Assentiu com a cabeça.

— Certo. Senhor… Nero Cyprianus. – Hesitou no senhor, mas sorriu ao dizer seu nome. – Sua idade.

— Doze anos.

— É bastante novo para tentar ser um espadachim. Tem certeza de que não quer pensar para escolher outra classe? – Mesmo enquanto falava, escreveu por extenso e em numérico a idade.

— Tenho total certeza! – Seus olhos explodiram em um brilho mágico.

— Certo, certo. Vejo empolgação nessas palavras! – Falou também bastante energética. – Local de origem, senhor Nero Cyprianus.

Esta foi uma pergunta que apunhalou o coração do mais novo como a mais afiada lâmina. O mesmo travou, sentindo uma pitada de dor em seu peito que apertava intensamente. Mordeu os lábios inferiores, e sentiu os olhos se umedecendo pelas lágrimas que por pouco não caiam.

— Amar’Sin… - Falou com pesar, e isto pôde ser notado pela garota, mas não a impediu de escrever.

— Precisa de alguns minutos? – Questionou, preocupada.

— Não. – Moveu negativamente a cabeça, limpando com a base da mão, as lágrimas que ameaçavam cair, e assim secando os olhos. – Eu estou pronto! – Abriu o maior sorriso que já abrira. Apesar de estar completamente sozinho, o sonho estava prestes a se realizar. Bem, pelo menos, um dos sonhos, já que este pequeno corpo, ostentava de uma determinação sem igual, e de uma mente fértil que todas as noites sonhava em se tornar um herói.

— Atrás de ti, tem uma porta. – Apontou a garota, tomando um semblante mais sério naquele momento. – Ali, terá uma série de testes, onde alguns alunos se perdem e nunca mais são recuperados. Tome cuidado, e nos mostre sua persistência.

Engoliu em seco, enquanto voltou o corpo e o pescoço o suficiente para que pudesse encarar a porta em madeira, quase invisível na mistura de cortiça, que provavelmente, impediria qualquer grito de sua parte ser audível.
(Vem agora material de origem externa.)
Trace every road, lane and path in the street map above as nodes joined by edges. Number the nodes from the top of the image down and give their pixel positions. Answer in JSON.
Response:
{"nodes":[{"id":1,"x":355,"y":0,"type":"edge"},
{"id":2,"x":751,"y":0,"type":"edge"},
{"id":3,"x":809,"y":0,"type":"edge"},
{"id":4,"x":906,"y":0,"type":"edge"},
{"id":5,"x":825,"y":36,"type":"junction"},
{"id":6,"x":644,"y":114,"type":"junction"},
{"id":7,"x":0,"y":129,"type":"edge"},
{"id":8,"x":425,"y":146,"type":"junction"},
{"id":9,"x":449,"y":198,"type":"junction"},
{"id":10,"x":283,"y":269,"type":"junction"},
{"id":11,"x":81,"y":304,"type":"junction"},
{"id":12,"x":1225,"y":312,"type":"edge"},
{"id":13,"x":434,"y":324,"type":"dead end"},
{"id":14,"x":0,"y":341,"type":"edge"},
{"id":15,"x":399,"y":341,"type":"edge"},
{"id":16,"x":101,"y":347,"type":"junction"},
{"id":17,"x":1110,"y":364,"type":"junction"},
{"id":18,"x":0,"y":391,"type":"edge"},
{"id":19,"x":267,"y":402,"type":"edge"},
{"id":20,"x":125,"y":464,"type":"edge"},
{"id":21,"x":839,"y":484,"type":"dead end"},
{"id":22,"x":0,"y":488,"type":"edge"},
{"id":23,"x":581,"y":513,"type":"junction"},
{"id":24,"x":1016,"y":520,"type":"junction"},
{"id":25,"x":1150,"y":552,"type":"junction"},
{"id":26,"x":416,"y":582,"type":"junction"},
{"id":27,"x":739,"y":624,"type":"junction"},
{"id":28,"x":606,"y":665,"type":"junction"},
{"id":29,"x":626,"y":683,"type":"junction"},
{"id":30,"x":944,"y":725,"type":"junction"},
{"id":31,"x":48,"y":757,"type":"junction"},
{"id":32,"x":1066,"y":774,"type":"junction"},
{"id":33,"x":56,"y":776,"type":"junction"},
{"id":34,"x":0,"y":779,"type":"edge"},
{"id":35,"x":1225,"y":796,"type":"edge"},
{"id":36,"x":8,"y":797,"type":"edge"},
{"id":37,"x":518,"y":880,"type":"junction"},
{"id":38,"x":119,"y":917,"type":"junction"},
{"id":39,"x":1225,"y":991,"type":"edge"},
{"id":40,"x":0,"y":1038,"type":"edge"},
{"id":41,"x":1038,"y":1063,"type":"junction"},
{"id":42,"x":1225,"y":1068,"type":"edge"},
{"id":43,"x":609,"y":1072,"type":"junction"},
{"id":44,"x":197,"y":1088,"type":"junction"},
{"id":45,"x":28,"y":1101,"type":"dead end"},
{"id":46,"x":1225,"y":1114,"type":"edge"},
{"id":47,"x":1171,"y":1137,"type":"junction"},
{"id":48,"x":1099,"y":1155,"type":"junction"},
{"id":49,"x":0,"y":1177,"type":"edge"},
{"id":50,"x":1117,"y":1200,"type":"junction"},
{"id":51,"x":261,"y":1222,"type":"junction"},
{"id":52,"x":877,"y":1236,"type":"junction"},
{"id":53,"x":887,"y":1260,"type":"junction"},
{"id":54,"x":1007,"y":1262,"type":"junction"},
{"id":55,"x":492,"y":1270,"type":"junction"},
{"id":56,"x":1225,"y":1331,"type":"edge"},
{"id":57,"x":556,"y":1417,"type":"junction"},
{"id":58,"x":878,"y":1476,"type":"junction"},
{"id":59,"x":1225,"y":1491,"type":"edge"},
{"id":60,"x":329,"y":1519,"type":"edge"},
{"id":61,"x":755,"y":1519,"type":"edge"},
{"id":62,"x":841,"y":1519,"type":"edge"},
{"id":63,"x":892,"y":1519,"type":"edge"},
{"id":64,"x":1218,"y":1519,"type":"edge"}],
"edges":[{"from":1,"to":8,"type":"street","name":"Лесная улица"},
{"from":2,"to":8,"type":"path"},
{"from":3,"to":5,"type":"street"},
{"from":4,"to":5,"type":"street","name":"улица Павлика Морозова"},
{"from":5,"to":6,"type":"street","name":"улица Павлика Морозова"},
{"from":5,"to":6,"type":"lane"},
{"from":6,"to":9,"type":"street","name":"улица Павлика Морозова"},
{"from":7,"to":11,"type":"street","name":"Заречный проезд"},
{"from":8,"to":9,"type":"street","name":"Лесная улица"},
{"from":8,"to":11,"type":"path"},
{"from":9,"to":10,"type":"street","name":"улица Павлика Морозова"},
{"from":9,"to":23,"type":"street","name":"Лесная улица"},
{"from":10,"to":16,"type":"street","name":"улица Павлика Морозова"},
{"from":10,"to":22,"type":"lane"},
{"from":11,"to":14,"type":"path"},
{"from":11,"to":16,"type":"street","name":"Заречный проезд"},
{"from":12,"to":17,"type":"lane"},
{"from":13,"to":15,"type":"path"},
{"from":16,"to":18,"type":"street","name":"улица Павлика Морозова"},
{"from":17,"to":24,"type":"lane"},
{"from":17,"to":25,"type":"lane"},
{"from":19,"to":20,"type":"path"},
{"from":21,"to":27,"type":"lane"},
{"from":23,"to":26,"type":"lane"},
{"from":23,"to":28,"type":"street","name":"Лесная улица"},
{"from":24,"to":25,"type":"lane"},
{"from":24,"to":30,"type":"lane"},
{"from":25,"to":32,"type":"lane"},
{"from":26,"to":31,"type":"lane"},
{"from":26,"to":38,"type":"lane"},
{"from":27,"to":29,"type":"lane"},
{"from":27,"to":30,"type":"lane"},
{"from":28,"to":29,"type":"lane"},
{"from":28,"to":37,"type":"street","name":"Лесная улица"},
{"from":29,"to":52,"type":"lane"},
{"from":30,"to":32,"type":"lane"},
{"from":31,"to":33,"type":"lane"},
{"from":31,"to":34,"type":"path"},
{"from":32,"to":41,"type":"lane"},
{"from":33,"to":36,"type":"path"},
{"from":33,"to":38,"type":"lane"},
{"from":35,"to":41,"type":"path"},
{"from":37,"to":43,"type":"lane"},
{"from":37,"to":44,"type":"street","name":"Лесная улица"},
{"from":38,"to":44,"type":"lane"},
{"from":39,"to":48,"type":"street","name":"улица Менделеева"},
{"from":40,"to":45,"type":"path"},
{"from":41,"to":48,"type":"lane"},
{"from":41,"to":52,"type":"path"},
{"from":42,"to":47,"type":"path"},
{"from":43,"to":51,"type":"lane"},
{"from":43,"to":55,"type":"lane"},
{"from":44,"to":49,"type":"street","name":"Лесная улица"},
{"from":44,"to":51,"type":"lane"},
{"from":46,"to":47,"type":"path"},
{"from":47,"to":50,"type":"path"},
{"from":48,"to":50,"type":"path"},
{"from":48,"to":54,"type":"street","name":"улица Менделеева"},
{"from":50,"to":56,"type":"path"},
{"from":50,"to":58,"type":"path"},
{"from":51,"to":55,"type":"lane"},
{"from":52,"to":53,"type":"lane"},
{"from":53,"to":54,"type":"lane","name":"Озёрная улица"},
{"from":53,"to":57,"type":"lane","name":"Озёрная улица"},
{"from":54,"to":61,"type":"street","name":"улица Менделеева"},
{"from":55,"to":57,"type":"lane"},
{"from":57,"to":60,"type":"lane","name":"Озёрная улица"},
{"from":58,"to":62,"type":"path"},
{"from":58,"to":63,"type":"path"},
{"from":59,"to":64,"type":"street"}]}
— Estarei o aguardando no final do seu teste! Tem um prazo de… - A garota mexeu algo em cima do balcão, e então, olhou para o garoto. Este retribuiu o olhar. – Dez horas!

O teste se baseava inteiramente no equilíbrio e na persistência, na força de vontade do portador, e também, sua concentração, em não tomar escolhas precipitadas, que pudessem prejudicar tanto seu tempo, como todo o teste. Dentre todas as casualidades possíveis em meio ao labirinto de equilíbrio, o mais provável era a própria morte do aprendiz, ou até mesmo do espadachim, já que tempos atrás, se tornara uma competição para ver quem conseguia em menos tempo. Em si, era um local escuro. Fechado e húmido, já que era uma caverna abaixo do nível das águas do mar, e também, debaixo da própria Isla. O silêncio era tanto, que cada mínimo movimento fazia vibrar o ar parado, gerando um vento que uivava e abalava as fortes chamas que bailavam incessantemente nas tochas. Um suspiro ecoaria por longos minutos, e um grito, uma queda, seriam claramente ensurdecedores.
O cômico, era a possibilidade de ver, caso focando bem a visão miúda, o outro lado do extenso labirinto de madeira coberta de lodo e escorregadia, com um abismo escuro abaixo de si. As gotas que caíam do teto, encontravam certas lagoas no meio da penumbra lá em baixo, ecoando aquele som característico, e certamente fazendo ondular águas profundas, e outras mais rasas.

Um passo que vibrou o ar, ecoando por toda a extensão, e fazendo as chamas balançarem freneticamente, quase ameaçando se extinguirem, apesar de que isto não sucederia. A destra abraçou firmemente com os dedos o punho da espada que lhe era oferecida, se movendo cautelosamente pela primeira plataforma em pedra maciça e negra.
Inspirou profundamente, concentrando-se inteiramente no objetivo, e expulsando os medos com um farfalhar leve com a espada. Voltou os olhos às tochas, e então, aos estandartes da Guilda dos Espadachins pendurados nas paredes em vários pontos do longo corredor repleto de obstáculos, e só então, para o primeiro empecilho.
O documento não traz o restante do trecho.